I have the following table
df = pd.DataFrame({'favs':{0:'chicken_panfry1_t360_ketchup',
1:'chicken_bake2_t450_out_bbq',
2:'chicken_boiled2_season_gravy'}})
That looks like this
favs
0 chicken_panfry1_t360_ketchup
1 chicken_bake2_t450_out_bbq
2 chicken_boiled2_season_gravy
I would like to split the column at the last underscore to create 2 new columns that look like this.
favs recipe sauce
0 chicken_panfry1_t360_ketchup chicken_panfry1_t360 ketchup
1 chicken_bake2_t450_out_bbq chicken_bake2_t450_out bbq
2 chicken_boiled2_season_gravy chicken_boiled2_season gravy
This is what I’ve tried
df[['recipe','sauce']]=df['favs'].str.split(r'.*_', expand=True)

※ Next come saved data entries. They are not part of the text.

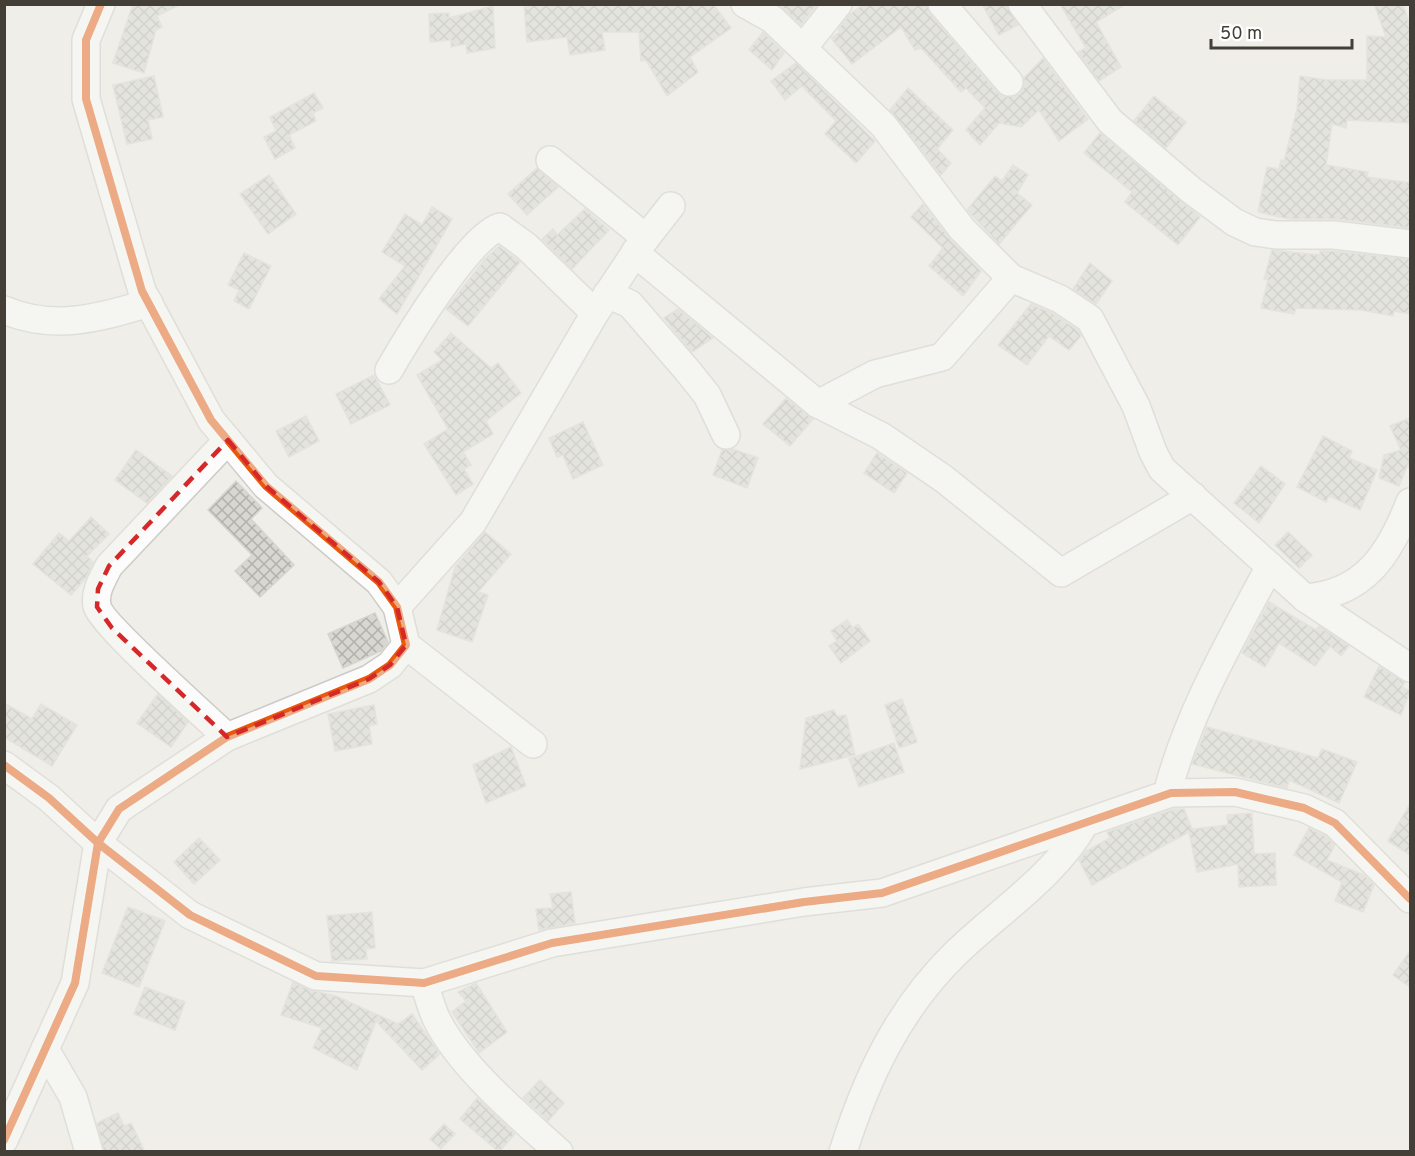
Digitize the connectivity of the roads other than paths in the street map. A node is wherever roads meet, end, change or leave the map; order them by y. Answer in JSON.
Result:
{"nodes":[{"id":1,"x":100,"y":4,"type":"edge"},
{"id":2,"x":942,"y":4,"type":"edge"},
{"id":3,"x":1022,"y":4,"type":"edge"},
{"id":4,"x":836,"y":5,"type":"edge"},
{"id":5,"x":751,"y":6,"type":"edge"},
{"id":6,"x":803,"y":48,"type":"junction"},
{"id":7,"x":1009,"y":82,"type":"dead end"},
{"id":8,"x":550,"y":160,"type":"dead end"},
{"id":9,"x":671,"y":206,"type":"dead end"},
{"id":10,"x":1410,"y":244,"type":"edge"},
{"id":11,"x":640,"y":245,"type":"junction"},
{"id":12,"x":1011,"y":278,"type":"junction"},
{"id":13,"x":148,"y":303,"type":"junction"},
{"id":14,"x":601,"y":304,"type":"junction"},
{"id":15,"x":4,"y":310,"type":"edge"},
{"id":16,"x":389,"y":370,"type":"dead end"},
{"id":17,"x":818,"y":404,"type":"junction"},
{"id":18,"x":726,"y":435,"type":"dead end"},
{"id":19,"x":228,"y":440,"type":"junction"},
{"id":20,"x":1193,"y":496,"type":"junction"},
{"id":21,"x":1410,"y":502,"type":"edge"},
{"id":22,"x":1270,"y":566,"type":"junction"},
{"id":23,"x":1305,"y":598,"type":"junction"},
{"id":24,"x":398,"y":607,"type":"junction"},
{"id":25,"x":406,"y":645,"type":"junction"},
{"id":26,"x":1410,"y":668,"type":"edge"},
{"id":27,"x":227,"y":737,"type":"junction"},
{"id":28,"x":533,"y":744,"type":"dead end"},
{"id":29,"x":4,"y":765,"type":"edge"},
{"id":30,"x":1167,"y":794,"type":"junction"},
{"id":31,"x":1085,"y":823,"type":"junction"},
{"id":32,"x":98,"y":843,"type":"junction"},
{"id":33,"x":1410,"y":899,"type":"edge"},
{"id":34,"x":424,"y":983,"type":"junction"},
{"id":35,"x":45,"y":1049,"type":"junction"},
{"id":36,"x":4,"y":1140,"type":"edge"},
{"id":37,"x":89,"y":1152,"type":"edge"},
{"id":38,"x":559,"y":1152,"type":"edge"},
{"id":39,"x":843,"y":1152,"type":"edge"}],
"edges":[{"from":1,"to":13,"type":"street"},
{"from":2,"to":7,"type":"street"},
{"from":3,"to":10,"type":"street"},
{"from":4,"to":6,"type":"street"},
{"from":5,"to":6,"type":"street"},
{"from":6,"to":12,"type":"street"},
{"from":8,"to":11,"type":"street"},
{"from":9,"to":11,"type":"street"},
{"from":11,"to":14,"type":"street"},
{"from":11,"to":17,"type":"street"},
{"from":12,"to":17,"type":"street"},
{"from":12,"to":20,"type":"street"},
{"from":13,"to":15,"type":"street"},
{"from":13,"to":19,"type":"street"},
{"from":14,"to":16,"type":"street"},
{"from":14,"to":18,"type":"street"},
{"from":14,"to":24,"type":"street"},
{"from":17,"to":20,"type":"street"},
{"from":19,"to":24,"type":"street"},
{"from":19,"to":27,"type":"street"},
{"from":20,"to":22,"type":"street"},
{"from":21,"to":23,"type":"street"},
{"from":22,"to":23,"type":"street"},
{"from":22,"to":30,"type":"street"},
{"from":23,"to":26,"type":"street"},
{"from":24,"to":25,"type":"street"},
{"from":25,"to":27,"type":"street"},
{"from":25,"to":28,"type":"street"},
{"from":27,"to":32,"type":"street"},
{"from":29,"to":32,"type":"street"},
{"from":30,"to":31,"type":"street"},
{"from":30,"to":33,"type":"street"},
{"from":31,"to":34,"type":"street"},
{"from":31,"to":39,"type":"street"},
{"from":32,"to":34,"type":"street"},
{"from":32,"to":35,"type":"street"},
{"from":34,"to":38,"type":"street"},
{"from":35,"to":36,"type":"street"},
{"from":35,"to":37,"type":"street"}]}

This creates the sauce column correctly but the recipe column is blank. It looks like this. Unsure of how to correct it.
favs recipe sauce
0 chicken_panfry1_t360_ketchup ketchup
1 chicken_bake2_t450_out_bbq bbq
2 chicken_boiled2_season_gravy gravy
>Solution :
You need Series.str.extract with the (.*)_(.*) regex pattern:
df[['recipe','sauce']]=df['favs'].str.extract(r'(.*)_(.*)', expand=True)
See the regex demo.
The (.*)_(.*) regex matches and captures the part before the last _ into Group 1 (with the first (.*)) and the part after last _ into the second column (with the second (.*)).